新刊を買うような金はない。大型古書店をめぐり、アマゾンのマーケットプレイスで中古本を検索するのが、日課になりつつある。
夏のこの時期は喉が渇く。街で自販機の前を通ったり、コンビニによったりすれば、どうしても清涼飲料水に手がいってしまう。しかし、最近はそういった喉を潤す消費活動を、ことのほか避けるようになった。なぜなら、100円玉さえあれば古本が買えるのである。ここでジュースを我慢して、代わりに水を飲めば、または家に帰って買いだめしてあるパックのジュースを飲めば、もしかしたら自分の人生を大きく変えるような一冊に出会えるチャンスがより多く増えるのだという気持ちが僕を抑制する。あるいは僕は、喉の渇きよりも、心の渇きを強く感じているのかもしれなかった。

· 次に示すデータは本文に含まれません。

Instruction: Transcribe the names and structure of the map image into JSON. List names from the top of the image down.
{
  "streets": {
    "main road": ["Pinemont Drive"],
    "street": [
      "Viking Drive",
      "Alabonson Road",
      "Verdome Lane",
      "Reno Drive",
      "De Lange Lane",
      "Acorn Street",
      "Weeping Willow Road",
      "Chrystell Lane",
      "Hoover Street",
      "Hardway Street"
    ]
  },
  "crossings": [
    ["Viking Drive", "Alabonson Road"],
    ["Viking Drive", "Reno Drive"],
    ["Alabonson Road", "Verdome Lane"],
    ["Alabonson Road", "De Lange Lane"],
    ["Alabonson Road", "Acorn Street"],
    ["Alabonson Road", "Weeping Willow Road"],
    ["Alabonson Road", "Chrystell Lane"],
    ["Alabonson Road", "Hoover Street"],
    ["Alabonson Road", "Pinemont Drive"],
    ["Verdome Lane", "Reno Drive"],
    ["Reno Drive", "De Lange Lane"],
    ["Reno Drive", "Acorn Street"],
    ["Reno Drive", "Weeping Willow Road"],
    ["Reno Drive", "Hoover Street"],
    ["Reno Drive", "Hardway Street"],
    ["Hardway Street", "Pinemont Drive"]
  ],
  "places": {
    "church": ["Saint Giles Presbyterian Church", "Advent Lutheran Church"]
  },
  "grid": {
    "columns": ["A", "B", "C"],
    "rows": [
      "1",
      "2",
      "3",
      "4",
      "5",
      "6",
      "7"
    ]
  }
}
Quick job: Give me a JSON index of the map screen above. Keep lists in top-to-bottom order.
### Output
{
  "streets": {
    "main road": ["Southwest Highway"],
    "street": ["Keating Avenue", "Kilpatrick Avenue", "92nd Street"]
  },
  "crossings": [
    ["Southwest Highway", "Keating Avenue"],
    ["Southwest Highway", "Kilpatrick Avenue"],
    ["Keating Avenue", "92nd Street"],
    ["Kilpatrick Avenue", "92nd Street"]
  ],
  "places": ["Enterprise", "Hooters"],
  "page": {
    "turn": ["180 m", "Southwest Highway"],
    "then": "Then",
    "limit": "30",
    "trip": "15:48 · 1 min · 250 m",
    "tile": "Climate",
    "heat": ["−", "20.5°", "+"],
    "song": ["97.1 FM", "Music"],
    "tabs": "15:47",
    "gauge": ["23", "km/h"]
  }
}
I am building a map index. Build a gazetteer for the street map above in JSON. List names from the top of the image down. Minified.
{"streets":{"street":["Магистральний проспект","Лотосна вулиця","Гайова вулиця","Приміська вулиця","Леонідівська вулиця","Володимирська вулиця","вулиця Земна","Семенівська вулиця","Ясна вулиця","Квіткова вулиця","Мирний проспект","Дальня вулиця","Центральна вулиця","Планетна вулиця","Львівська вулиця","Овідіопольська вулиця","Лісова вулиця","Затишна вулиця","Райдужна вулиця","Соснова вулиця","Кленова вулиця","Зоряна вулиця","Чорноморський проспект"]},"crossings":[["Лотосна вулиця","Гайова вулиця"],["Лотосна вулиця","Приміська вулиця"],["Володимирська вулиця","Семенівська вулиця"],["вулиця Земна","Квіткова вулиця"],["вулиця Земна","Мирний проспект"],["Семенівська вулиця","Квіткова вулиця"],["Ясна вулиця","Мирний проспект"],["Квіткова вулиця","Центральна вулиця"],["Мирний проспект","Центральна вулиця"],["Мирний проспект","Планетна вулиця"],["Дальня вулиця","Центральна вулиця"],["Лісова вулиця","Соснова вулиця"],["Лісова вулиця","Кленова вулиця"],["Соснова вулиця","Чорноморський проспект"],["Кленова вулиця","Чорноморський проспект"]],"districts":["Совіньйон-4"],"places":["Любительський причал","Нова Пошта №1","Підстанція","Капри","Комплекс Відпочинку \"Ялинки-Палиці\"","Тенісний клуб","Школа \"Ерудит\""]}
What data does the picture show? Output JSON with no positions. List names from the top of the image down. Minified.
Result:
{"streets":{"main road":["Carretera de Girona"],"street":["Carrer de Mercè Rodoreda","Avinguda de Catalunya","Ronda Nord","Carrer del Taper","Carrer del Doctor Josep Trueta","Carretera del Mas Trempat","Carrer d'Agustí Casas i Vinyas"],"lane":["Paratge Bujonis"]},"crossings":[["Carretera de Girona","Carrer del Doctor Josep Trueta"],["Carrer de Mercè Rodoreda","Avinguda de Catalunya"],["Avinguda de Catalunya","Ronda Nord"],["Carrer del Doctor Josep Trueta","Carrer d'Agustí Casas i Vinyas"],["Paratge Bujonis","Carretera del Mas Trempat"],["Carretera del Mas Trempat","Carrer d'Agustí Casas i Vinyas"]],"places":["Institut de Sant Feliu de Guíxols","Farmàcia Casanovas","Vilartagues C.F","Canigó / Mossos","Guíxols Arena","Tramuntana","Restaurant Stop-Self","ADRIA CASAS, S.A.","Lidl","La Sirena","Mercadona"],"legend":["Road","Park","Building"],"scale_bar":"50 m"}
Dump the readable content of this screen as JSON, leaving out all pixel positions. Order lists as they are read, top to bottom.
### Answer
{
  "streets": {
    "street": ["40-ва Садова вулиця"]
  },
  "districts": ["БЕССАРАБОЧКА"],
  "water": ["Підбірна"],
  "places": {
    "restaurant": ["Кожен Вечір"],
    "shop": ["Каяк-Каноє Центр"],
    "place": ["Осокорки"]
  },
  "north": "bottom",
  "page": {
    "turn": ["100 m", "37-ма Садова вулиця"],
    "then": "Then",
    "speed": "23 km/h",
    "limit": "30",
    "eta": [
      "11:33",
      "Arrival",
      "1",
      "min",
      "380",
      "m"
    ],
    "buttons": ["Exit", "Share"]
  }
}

そんな折、僕は100円でこの本に出会った。いつも古本屋に入るとまずチェックするのが沢木耕太郎の棚だ。次に、スポーツの教則本関連のならぶ書棚へいき、その次に、その日思いつく限りの読んでみたい作品や作家の棚を探したり、漫画コーナーに足を運んだりする。
いつものように中古本屋で、日本人作家の文庫本コーナーをあさっているとスポーツと書かれたインデックスがはさんである小さなコーナーがあり、金子達仁や二宮清純、村上龍と中田の対談本などがあった。その中の一冊に『リターン・マッチ』があった。
帯には
人生に負けつづけたこの子たちに一つでも勝たせたい -定時制高校にボクシング部が生まれた- 大宅壮一ノンフィクション賞受賞
とあった。手にとってその帯の言葉を見た瞬間、これは自分の読むべき本だと確信した。そして、その思いは間違いではなかった。一瞬にしてこの本の主人公に惹き込まれていった。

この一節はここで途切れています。